Yesterday was a very bad day and I felt so low and lost. I've managed to have a good sleep without waking up once (that is a miracle). I must have needed it. It was weird yesterday because 2 things popped into my reality to do with relationships and what I'm going through without me searching for them. The first one was a blog by the nice guy who does the ocd stories, Stuart I think his name is. His blog appeared on my twitter news feed and it was about ROCD and how many of us wrongly assume every other relationshipis perfect - and ours isn't. Then I watched an episode of Ordinary Lies, again this was based on relationships, and the very last sentence in the whole episode was something along the lines of 'the relationships your seeing (as in seemingly perfect ones) are all an illusion.' So that kind of hit home and made sense. I do feel like some changes need to be made by both of us though, his attitude and my over worrying. Although a bot of a catch 22 because I wouldn't worry as much if I didn't have cause too. I do need to work on those little 'nonsense' worries that can blow out of proportion though - I accept that.

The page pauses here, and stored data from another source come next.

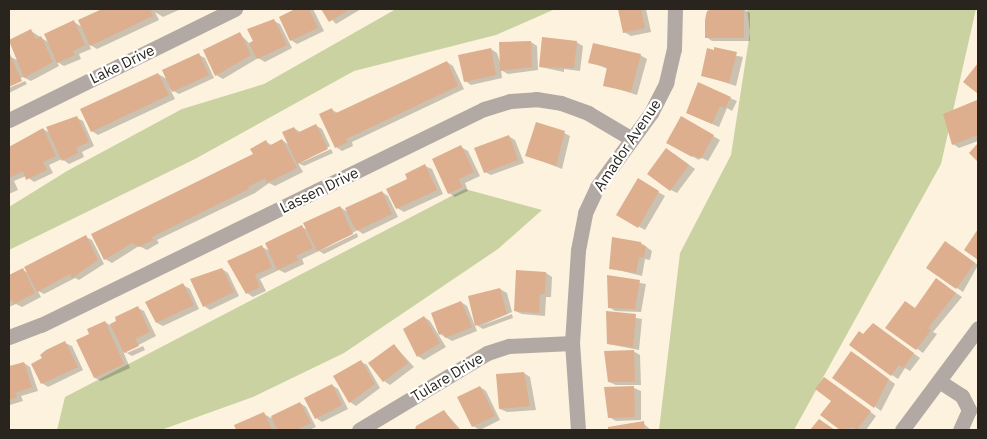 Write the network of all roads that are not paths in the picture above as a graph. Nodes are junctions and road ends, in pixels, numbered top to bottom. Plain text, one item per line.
1 (235, 9) edge
2 (675, 9) edge
3 (9, 120) edge
4 (632, 139) junction
5 (978, 328) edge
6 (9, 337) edge
7 (572, 343) junction
8 (939, 381) junction
9 (359, 430) edge
10 (578, 430) edge
11 (902, 430) edge
12 (960, 430) edge

1 - 3 street, Lake Drive
2 - 4 street, Amador Avenue
4 - 6 street, Lassen Drive
4 - 7 street, Amador Avenue
5 - 8 street
7 - 9 street, Tulare Drive
7 - 10 street, Amador Avenue
8 - 11 street
8 - 12 street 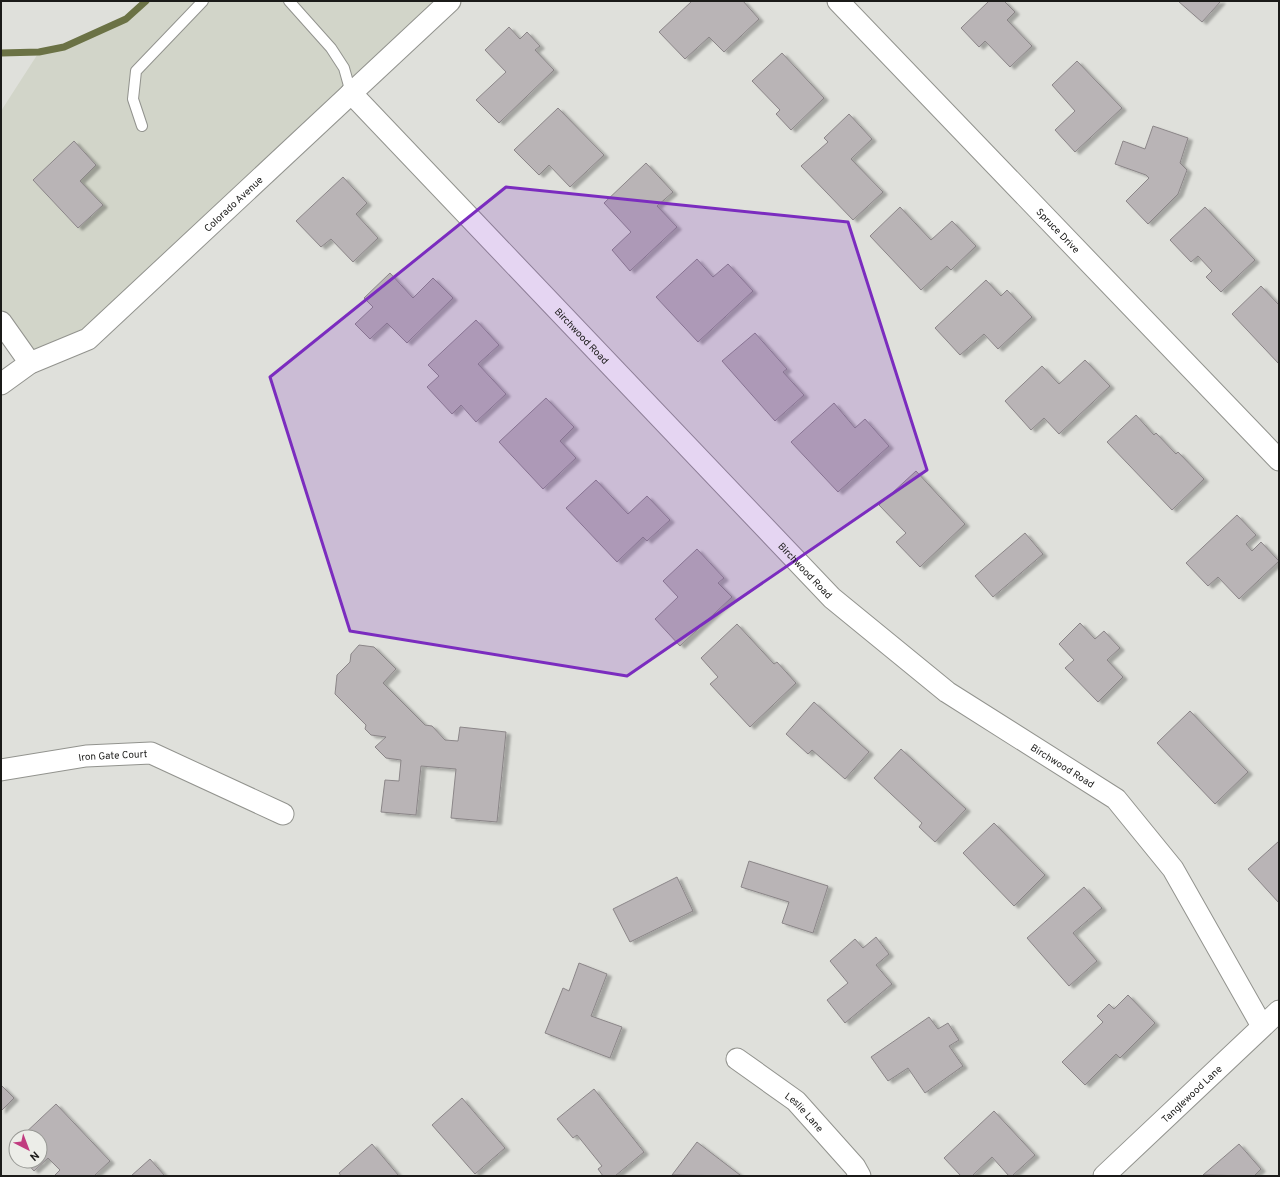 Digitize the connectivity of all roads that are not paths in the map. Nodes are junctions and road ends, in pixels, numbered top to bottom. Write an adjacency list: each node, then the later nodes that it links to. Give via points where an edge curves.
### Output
1 (203, 1): 6 (lane, via 136,71 133,99)
2 (289, 1): 5 (lane, via 331,48 344,68)
3 (450, 1): 5 (street, Colorado Avenue)
4 (838, 1): 10 (street, Spruce Drive)
5 (351, 93): 8 (street, Colorado Avenue, via 88,339); 14 (street, Birchwood Road, via 832,598 947,692 1116,799 1173,869)
6 (142, 126)
7 (1, 322): 8 (street)
8 (30, 363): 9 (street, Colorado Avenue)
9 (1, 384)
10 (1279, 460)
11 (1, 770): 12 (street, Iron Gate Court, via 86,756 151,753)
12 (283, 814)
13 (1279, 1010): 14 (street, Tanglewood Lane)
14 (1262, 1026): 17 (street, Tanglewood Lane)
15 (737, 1059): 16 (street, Leslie Lane, via 796,1101 855,1167)
16 (860, 1176)
17 (1104, 1176)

I really don't want to be dealing with 2 issues- false memory and this.....I say 2 but it's probably more like 3 or 4. I'm still not over worrying about my mum and her brain hemorrhage  (it's almost been a year) She's struggling a bit emotinally and financially and even though she's worked all her life they are making it very difficult not to give her her pension, it sickens me. She is having to work while still not fully recovered.  But again I've gone a bit off topic. 

I take on board everything you have said in your last post. I did get a bit worried about the bit where you said my relationship issues could well be both ocd and non ocd problems (which I totally accept) but then how do I know my false memory isn't both? As in some of it real? I feel like you probably won't answer that but it would be helpful to me to know the answer as I do get very worried about this very thing. 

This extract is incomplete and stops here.